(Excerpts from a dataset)

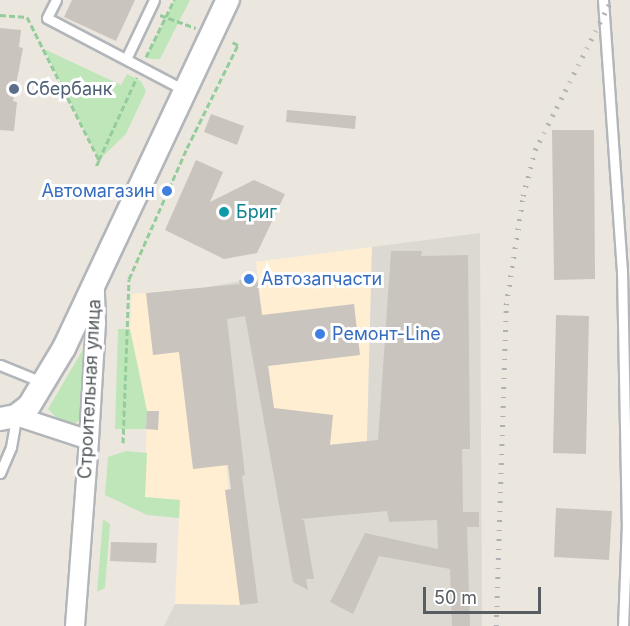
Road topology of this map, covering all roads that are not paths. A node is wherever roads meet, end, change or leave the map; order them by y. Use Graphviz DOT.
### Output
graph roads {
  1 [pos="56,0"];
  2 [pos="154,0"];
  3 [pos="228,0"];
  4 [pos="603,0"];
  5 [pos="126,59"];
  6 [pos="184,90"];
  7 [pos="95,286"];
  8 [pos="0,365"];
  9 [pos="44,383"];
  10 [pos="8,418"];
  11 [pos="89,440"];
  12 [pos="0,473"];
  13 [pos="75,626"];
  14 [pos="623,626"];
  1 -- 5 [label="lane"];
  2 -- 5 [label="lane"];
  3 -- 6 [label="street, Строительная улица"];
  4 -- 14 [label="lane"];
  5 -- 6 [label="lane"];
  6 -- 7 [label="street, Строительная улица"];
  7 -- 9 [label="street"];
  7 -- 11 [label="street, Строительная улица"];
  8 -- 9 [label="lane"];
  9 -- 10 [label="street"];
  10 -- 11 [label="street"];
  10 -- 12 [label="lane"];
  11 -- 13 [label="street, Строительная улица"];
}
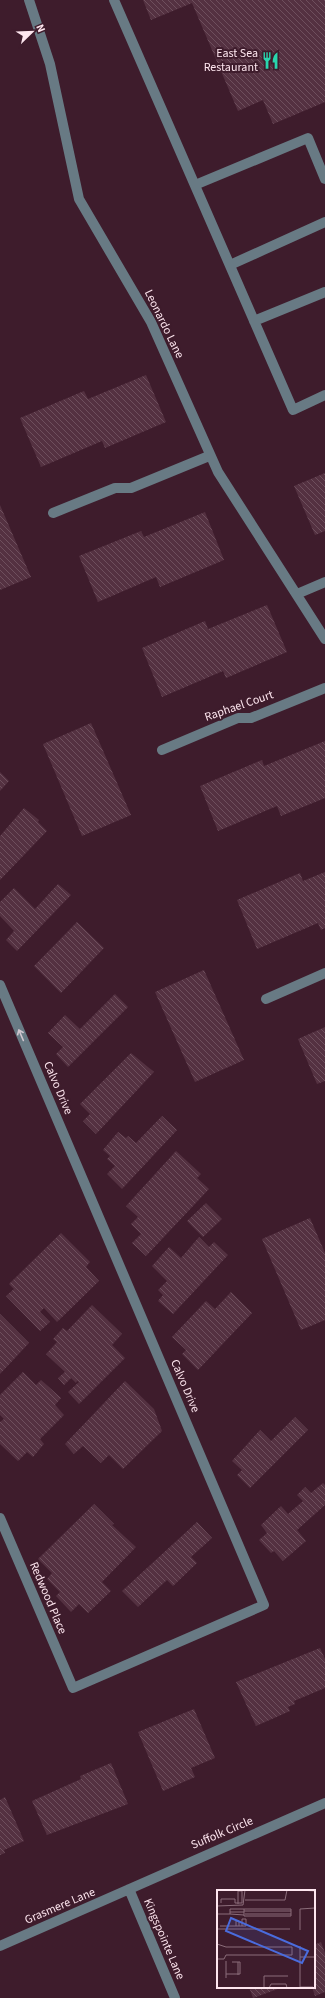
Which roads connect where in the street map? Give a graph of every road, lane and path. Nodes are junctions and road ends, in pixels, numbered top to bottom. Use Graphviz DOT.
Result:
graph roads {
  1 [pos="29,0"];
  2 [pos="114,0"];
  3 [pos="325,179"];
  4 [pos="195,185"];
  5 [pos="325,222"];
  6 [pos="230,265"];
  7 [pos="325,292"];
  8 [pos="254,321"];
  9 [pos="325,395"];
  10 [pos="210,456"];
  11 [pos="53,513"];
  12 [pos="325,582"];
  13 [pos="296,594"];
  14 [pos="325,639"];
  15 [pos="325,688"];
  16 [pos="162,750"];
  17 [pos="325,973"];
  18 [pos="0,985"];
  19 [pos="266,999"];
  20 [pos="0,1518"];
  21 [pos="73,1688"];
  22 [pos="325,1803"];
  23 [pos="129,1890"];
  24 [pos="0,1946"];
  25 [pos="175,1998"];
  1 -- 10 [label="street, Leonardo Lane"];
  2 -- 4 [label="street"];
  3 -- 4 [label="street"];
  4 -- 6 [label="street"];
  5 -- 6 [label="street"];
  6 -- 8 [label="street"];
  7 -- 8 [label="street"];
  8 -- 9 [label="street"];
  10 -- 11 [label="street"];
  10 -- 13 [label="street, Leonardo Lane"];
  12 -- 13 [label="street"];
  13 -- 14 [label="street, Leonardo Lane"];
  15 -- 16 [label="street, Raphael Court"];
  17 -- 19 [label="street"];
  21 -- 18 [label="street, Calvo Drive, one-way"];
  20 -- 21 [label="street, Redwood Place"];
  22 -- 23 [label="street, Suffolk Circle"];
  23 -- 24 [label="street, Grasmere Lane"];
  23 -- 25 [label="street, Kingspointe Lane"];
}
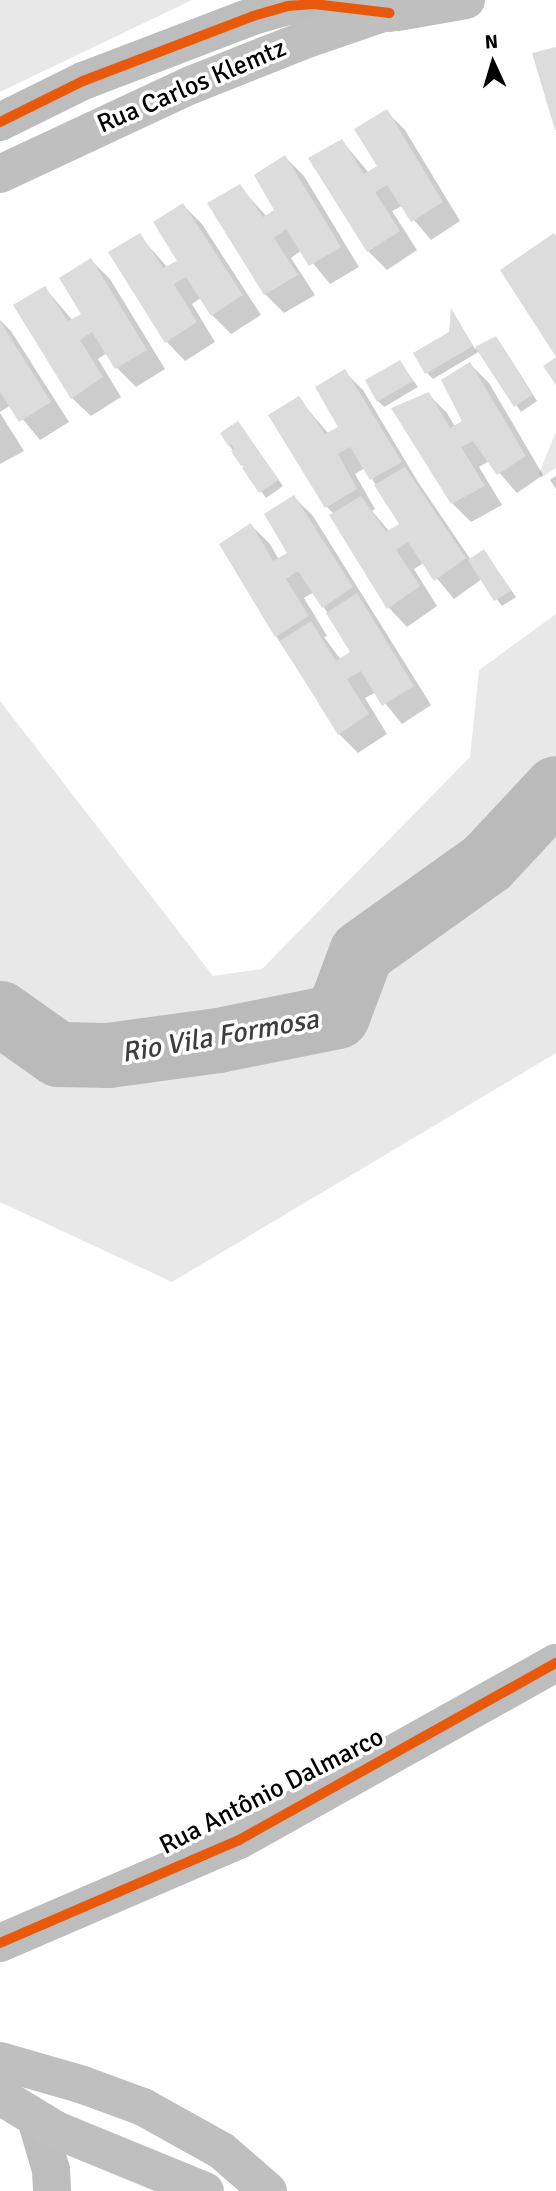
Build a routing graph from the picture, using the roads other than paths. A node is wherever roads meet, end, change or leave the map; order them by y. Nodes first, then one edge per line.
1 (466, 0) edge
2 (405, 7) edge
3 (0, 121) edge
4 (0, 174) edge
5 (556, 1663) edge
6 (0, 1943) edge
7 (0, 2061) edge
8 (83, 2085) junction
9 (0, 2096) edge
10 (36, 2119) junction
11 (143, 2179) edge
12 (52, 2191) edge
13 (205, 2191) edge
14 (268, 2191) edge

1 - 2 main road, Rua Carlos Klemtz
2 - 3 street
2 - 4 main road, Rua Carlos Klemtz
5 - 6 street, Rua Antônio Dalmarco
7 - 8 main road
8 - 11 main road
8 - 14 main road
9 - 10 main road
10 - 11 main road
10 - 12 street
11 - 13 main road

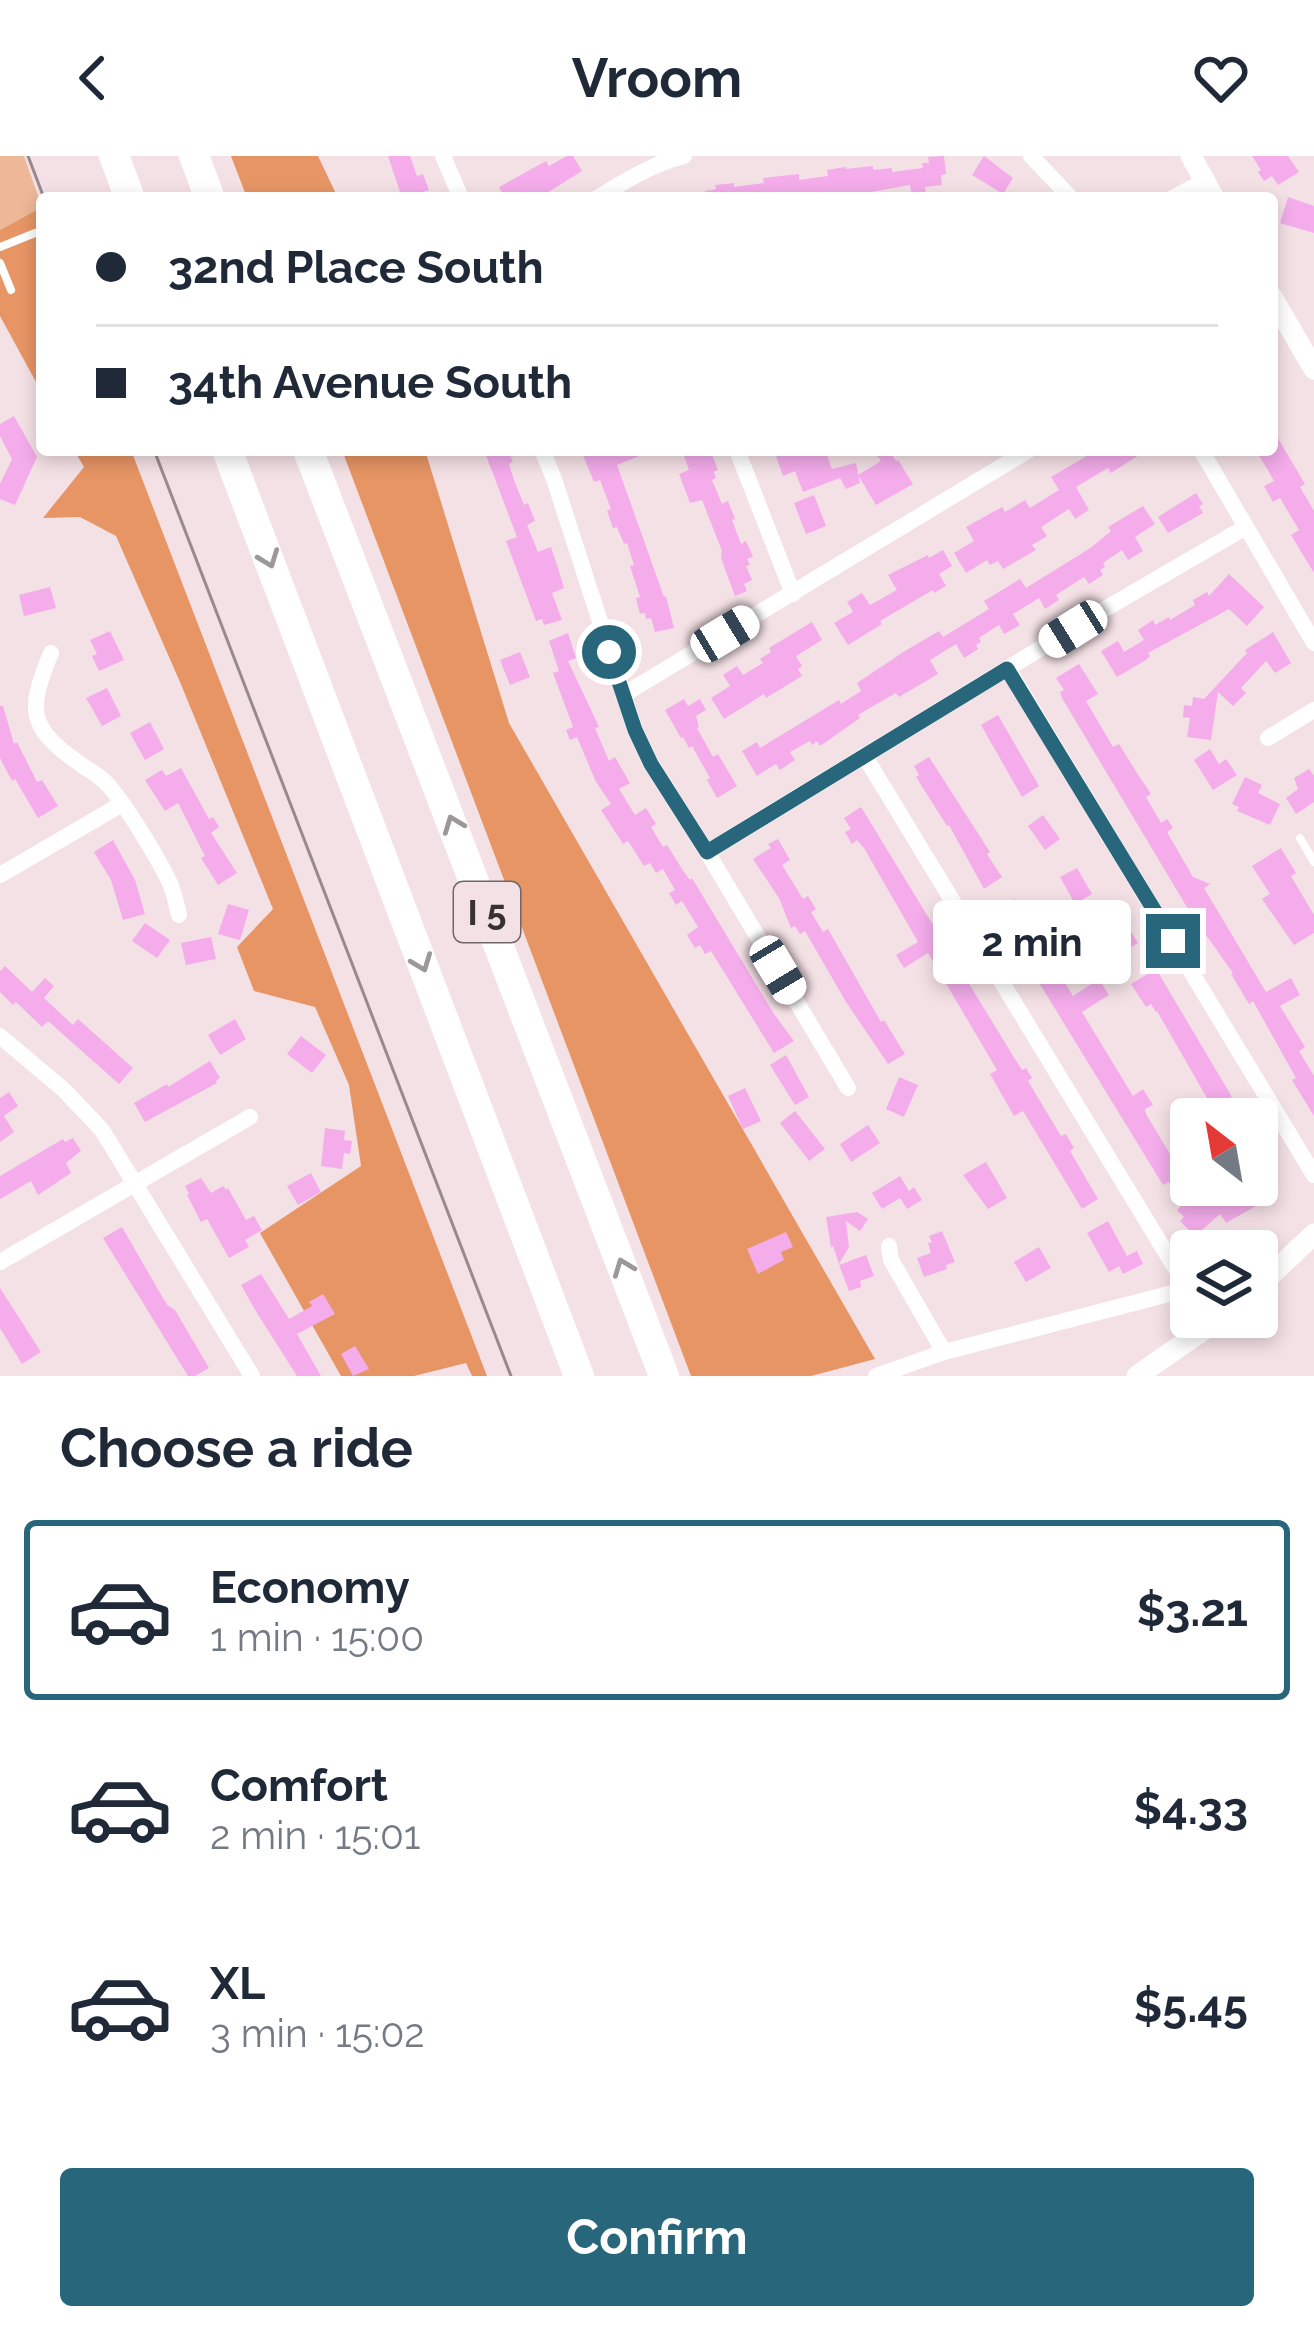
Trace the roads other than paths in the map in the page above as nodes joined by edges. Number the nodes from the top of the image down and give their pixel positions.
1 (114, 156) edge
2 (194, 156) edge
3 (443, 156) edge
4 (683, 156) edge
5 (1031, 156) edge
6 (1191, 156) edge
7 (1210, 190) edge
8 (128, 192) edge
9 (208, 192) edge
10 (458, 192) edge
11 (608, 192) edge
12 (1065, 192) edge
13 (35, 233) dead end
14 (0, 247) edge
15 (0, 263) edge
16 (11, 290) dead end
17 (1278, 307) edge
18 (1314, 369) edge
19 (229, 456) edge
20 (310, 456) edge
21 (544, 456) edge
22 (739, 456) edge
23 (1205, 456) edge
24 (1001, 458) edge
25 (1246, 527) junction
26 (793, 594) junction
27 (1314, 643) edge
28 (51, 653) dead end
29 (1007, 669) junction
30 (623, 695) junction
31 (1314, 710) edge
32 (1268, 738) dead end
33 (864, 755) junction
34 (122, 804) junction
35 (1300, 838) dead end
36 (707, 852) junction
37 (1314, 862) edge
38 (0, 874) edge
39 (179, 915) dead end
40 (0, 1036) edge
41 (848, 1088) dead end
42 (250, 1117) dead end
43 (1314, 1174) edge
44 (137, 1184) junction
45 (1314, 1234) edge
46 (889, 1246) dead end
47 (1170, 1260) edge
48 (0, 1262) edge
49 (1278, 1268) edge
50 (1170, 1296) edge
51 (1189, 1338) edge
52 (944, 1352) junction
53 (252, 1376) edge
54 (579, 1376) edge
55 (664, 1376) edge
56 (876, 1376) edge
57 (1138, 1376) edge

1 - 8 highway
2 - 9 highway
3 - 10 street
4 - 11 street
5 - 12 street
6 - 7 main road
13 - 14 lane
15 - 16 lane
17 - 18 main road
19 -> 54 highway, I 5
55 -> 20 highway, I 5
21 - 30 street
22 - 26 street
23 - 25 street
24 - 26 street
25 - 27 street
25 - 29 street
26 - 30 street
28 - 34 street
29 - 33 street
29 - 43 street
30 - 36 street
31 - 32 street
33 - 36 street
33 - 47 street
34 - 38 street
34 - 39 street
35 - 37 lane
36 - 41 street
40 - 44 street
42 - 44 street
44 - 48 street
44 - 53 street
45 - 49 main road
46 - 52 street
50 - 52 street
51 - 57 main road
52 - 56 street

__AIM OF THE TASK__
Retype every record above word for word, leaving out any pictures.

__REPLY__
Road topology of this map, covering all roads that are not paths. A node is wherever roads meet, end, change or leave the map; order them by y. Use Graphviz DOT.
### Output
graph roads {
  1 [pos="56,0"];
  2 [pos="154,0"];
  3 [pos="228,0"];
  4 [pos="603,0"];
  5 [pos="126,59"];
  6 [pos="184,90"];
  7 [pos="95,286"];
  8 [pos="0,365"];
  9 [pos="44,383"];
  10 [pos="8,418"];
  11 [pos="89,440"];
  12 [pos="0,473"];
  13 [pos="75,626"];
  14 [pos="623,626"];
  1 -- 5 [label="lane"];
  2 -- 5 [label="lane"];
  3 -- 6 [label="street, Строительная улица"];
  4 -- 14 [label="lane"];
  5 -- 6 [label="lane"];
  6 -- 7 [label="street, Строительная улица"];
  7 -- 9 [label="street"];
  7 -- 11 [label="street, Строительная улица"];
  8 -- 9 [label="lane"];
  9 -- 10 [label="street"];
  10 -- 11 [label="street"];
  10 -- 12 [label="lane"];
  11 -- 13 [label="street, Строительная улица"];
}
Which roads connect where in the street map? Give a graph of every road, lane and path. Nodes are junctions and road ends, in pixels, numbered top to bottom. Use Graphviz DOT.
Result:
graph roads {
  1 [pos="29,0"];
  2 [pos="114,0"];
  3 [pos="325,179"];
  4 [pos="195,185"];
  5 [pos="325,222"];
  6 [pos="230,265"];
  7 [pos="325,292"];
  8 [pos="254,321"];
  9 [pos="325,395"];
  10 [pos="210,456"];
  11 [pos="53,513"];
  12 [pos="325,582"];
  13 [pos="296,594"];
  14 [pos="325,639"];
  15 [pos="325,688"];
  16 [pos="162,750"];
  17 [pos="325,973"];
  18 [pos="0,985"];
  19 [pos="266,999"];
  20 [pos="0,1518"];
  21 [pos="73,1688"];
  22 [pos="325,1803"];
  23 [pos="129,1890"];
  24 [pos="0,1946"];
  25 [pos="175,1998"];
  1 -- 10 [label="street, Leonardo Lane"];
  2 -- 4 [label="street"];
  3 -- 4 [label="street"];
  4 -- 6 [label="street"];
  5 -- 6 [label="street"];
  6 -- 8 [label="street"];
  7 -- 8 [label="street"];
  8 -- 9 [label="street"];
  10 -- 11 [label="street"];
  10 -- 13 [label="street, Leonardo Lane"];
  12 -- 13 [label="street"];
  13 -- 14 [label="street, Leonardo Lane"];
  15 -- 16 [label="street, Raphael Court"];
  17 -- 19 [label="street"];
  21 -- 18 [label="street, Calvo Drive, one-way"];
  20 -- 21 [label="street, Redwood Place"];
  22 -- 23 [label="street, Suffolk Circle"];
  23 -- 24 [label="street, Grasmere Lane"];
  23 -- 25 [label="street, Kingspointe Lane"];
}
Build a routing graph from the picture, using the roads other than paths. A node is wherever roads meet, end, change or leave the map; order them by y. Nodes first, then one edge per line.
1 (466, 0) edge
2 (405, 7) edge
3 (0, 121) edge
4 (0, 174) edge
5 (556, 1663) edge
6 (0, 1943) edge
7 (0, 2061) edge
8 (83, 2085) junction
9 (0, 2096) edge
10 (36, 2119) junction
11 (143, 2179) edge
12 (52, 2191) edge
13 (205, 2191) edge
14 (268, 2191) edge

1 - 2 main road, Rua Carlos Klemtz
2 - 3 street
2 - 4 main road, Rua Carlos Klemtz
5 - 6 street, Rua Antônio Dalmarco
7 - 8 main road
8 - 11 main road
8 - 14 main road
9 - 10 main road
10 - 11 main road
10 - 12 street
11 - 13 main road

Trace the roads other than paths in the map in the page above as nodes joined by edges. Number the nodes from the top of the image down and give their pixel positions.
1 (114, 156) edge
2 (194, 156) edge
3 (443, 156) edge
4 (683, 156) edge
5 (1031, 156) edge
6 (1191, 156) edge
7 (1210, 190) edge
8 (128, 192) edge
9 (208, 192) edge
10 (458, 192) edge
11 (608, 192) edge
12 (1065, 192) edge
13 (35, 233) dead end
14 (0, 247) edge
15 (0, 263) edge
16 (11, 290) dead end
17 (1278, 307) edge
18 (1314, 369) edge
19 (229, 456) edge
20 (310, 456) edge
21 (544, 456) edge
22 (739, 456) edge
23 (1205, 456) edge
24 (1001, 458) edge
25 (1246, 527) junction
26 (793, 594) junction
27 (1314, 643) edge
28 (51, 653) dead end
29 (1007, 669) junction
30 (623, 695) junction
31 (1314, 710) edge
32 (1268, 738) dead end
33 (864, 755) junction
34 (122, 804) junction
35 (1300, 838) dead end
36 (707, 852) junction
37 (1314, 862) edge
38 (0, 874) edge
39 (179, 915) dead end
40 (0, 1036) edge
41 (848, 1088) dead end
42 (250, 1117) dead end
43 (1314, 1174) edge
44 (137, 1184) junction
45 (1314, 1234) edge
46 (889, 1246) dead end
47 (1170, 1260) edge
48 (0, 1262) edge
49 (1278, 1268) edge
50 (1170, 1296) edge
51 (1189, 1338) edge
52 (944, 1352) junction
53 (252, 1376) edge
54 (579, 1376) edge
55 (664, 1376) edge
56 (876, 1376) edge
57 (1138, 1376) edge

1 - 8 highway
2 - 9 highway
3 - 10 street
4 - 11 street
5 - 12 street
6 - 7 main road
13 - 14 lane
15 - 16 lane
17 - 18 main road
19 -> 54 highway, I 5
55 -> 20 highway, I 5
21 - 30 street
22 - 26 street
23 - 25 street
24 - 26 street
25 - 27 street
25 - 29 street
26 - 30 street
28 - 34 street
29 - 33 street
29 - 43 street
30 - 36 street
31 - 32 street
33 - 36 street
33 - 47 street
34 - 38 street
34 - 39 street
35 - 37 lane
36 - 41 street
40 - 44 street
42 - 44 street
44 - 48 street
44 - 53 street
45 - 49 main road
46 - 52 street
50 - 52 street
51 - 57 main road
52 - 56 street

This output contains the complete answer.